The Dynamic Power Management (DPM) project explores technologies to
improve power conservation capabilities of platforms based on open
source software. Of particular interest are techniques applicable to
running systems, adjusting power parameters on-the-fly while ensuring
realtime deadlines of running software are met. DPM software exploits
recent advances in hardware to scale clocking information (such as CPU
and core bus frequencies) and core voltages with low latency. This
allows these parameters to be adjusted very frequently in order to
realize power savings during brief idle periods or execution of tasks
with lower performance and power demands. Our work so far targets the
Linux operating system and the characteristics of hardware used for
embedded Linux. Ongoing DPM investigations are attuned to the
requirements of vendors of consumer electronics devices, such as the
members of the Consumer
Electronics Linux Forum, and embedded silicon vendors who have
requested enhanced power management capabilities for Linux.
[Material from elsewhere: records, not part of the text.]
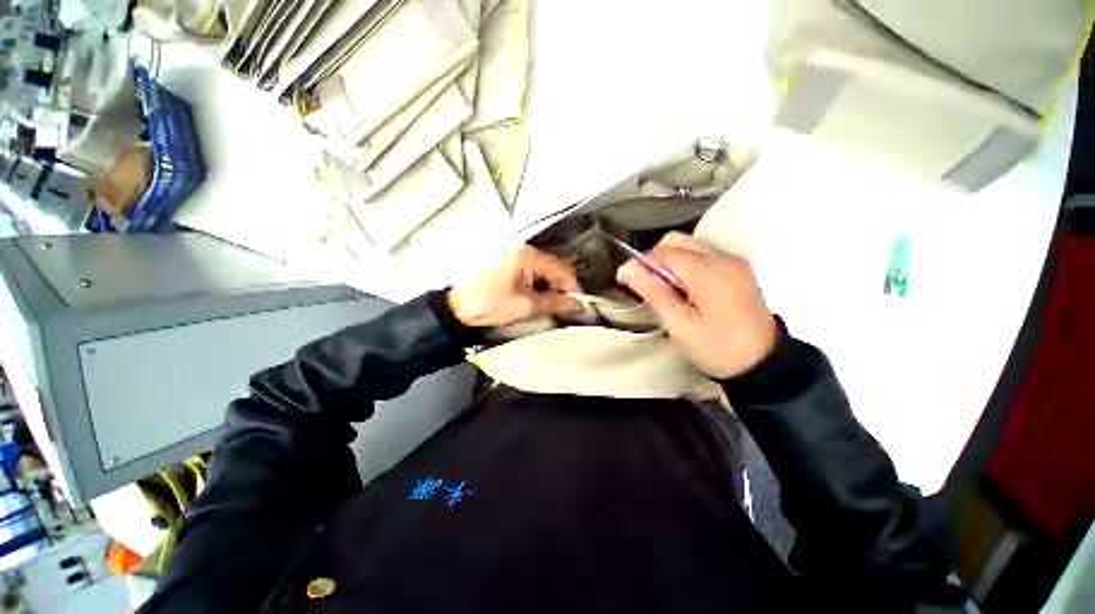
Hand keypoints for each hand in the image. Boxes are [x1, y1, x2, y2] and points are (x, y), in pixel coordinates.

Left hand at [449, 245, 584, 327]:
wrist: (456, 306)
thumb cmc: (489, 305)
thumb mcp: (525, 306)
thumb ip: (555, 303)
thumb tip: (578, 305)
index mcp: (528, 256)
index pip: (562, 270)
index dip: (573, 289)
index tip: (578, 307)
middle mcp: (524, 249)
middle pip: (556, 267)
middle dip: (562, 289)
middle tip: (564, 309)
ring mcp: (517, 253)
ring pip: (546, 270)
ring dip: (552, 287)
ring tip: (550, 306)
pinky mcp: (512, 260)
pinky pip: (535, 271)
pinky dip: (540, 285)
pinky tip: (537, 298)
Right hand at [616, 233, 776, 377]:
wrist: (763, 365)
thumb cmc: (717, 349)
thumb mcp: (679, 325)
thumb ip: (653, 292)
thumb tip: (626, 269)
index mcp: (709, 273)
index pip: (665, 252)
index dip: (641, 262)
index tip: (625, 279)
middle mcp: (724, 258)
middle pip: (678, 241)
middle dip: (655, 259)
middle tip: (647, 286)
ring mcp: (734, 261)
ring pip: (690, 245)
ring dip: (670, 262)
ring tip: (666, 290)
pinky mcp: (738, 268)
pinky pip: (703, 254)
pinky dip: (686, 265)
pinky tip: (684, 289)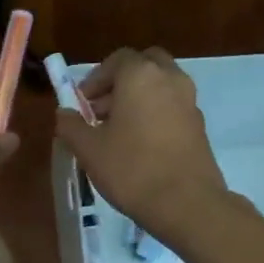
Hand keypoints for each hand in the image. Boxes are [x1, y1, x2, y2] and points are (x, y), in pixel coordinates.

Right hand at [55, 47, 230, 236]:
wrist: (185, 203)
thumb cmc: (130, 169)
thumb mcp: (88, 149)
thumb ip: (71, 125)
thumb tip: (64, 113)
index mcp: (140, 76)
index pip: (116, 59)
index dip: (95, 79)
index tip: (81, 103)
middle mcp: (170, 79)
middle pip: (144, 65)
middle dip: (121, 82)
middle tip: (102, 110)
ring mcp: (189, 101)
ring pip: (160, 85)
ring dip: (138, 98)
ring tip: (117, 131)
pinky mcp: (199, 125)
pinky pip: (172, 107)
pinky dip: (155, 114)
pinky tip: (139, 145)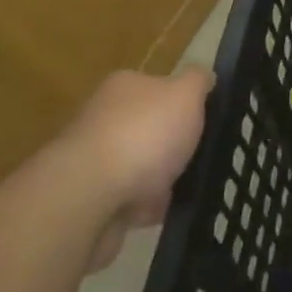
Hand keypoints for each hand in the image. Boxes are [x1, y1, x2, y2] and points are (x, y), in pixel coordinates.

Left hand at [57, 68, 214, 271]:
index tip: (204, 123)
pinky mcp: (88, 199)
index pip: (158, 87)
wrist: (88, 197)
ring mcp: (92, 160)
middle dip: (172, 147)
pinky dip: (144, 208)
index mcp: (124, 86)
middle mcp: (103, 117)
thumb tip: (204, 77)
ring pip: (139, 167)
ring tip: (183, 191)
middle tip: (198, 158)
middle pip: (149, 128)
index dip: (183, 104)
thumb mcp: (185, 94)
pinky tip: (159, 214)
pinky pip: (126, 200)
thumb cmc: (143, 135)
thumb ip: (198, 81)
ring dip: (159, 181)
The DPM project results from a collaboration between the IBM Austin
Research Lab and MontaVista Software.
The Sourceforge DPM Project
We hope to spark community interest to improve the dynamic
properties of Linux power management, as well as to investigate and
implement further power management features for embedded environments.
We also hope to begin discussion on how to integrate these ideas with
other power management technologies and community efforts such as the
Linux-2.6 PM and sysfs infrastructure, the cpufreq interfaces and
drivers for setting CPU frequencies, ACPI-based systems, and so forth.
Among the present and planned activities for DPM are:
Adding support for more platforms.
Integrating dynamic power management with standby/suspend/hibernate
low-power states, and extending ACPI-inspired standby support for
embedded devices that feature a variety of low-power "sleep" states.
- Power policy management for tightly integrated application
environments on consumer electronics devices, allowing the system
designer precise control over numerous platform power parameters.
- Automated power policy management that automatically
selects desired power parameters based on system state, such as CPU
- Reliably suspend and resume devices actively in use at
suspend time through staged calls into drivers to suspend and lockout
of new requests during a suspend period.
- Integrate management of platform power parameters with
device requirements, scaling device power parameters or powering off
devices in response to platform changes that affect operation of
devices. Possibly constrain power state transitions based on the needs
of devices actively in use.
- Very fast application restart on resume while slower,
hotplug-capable devices are rescanned.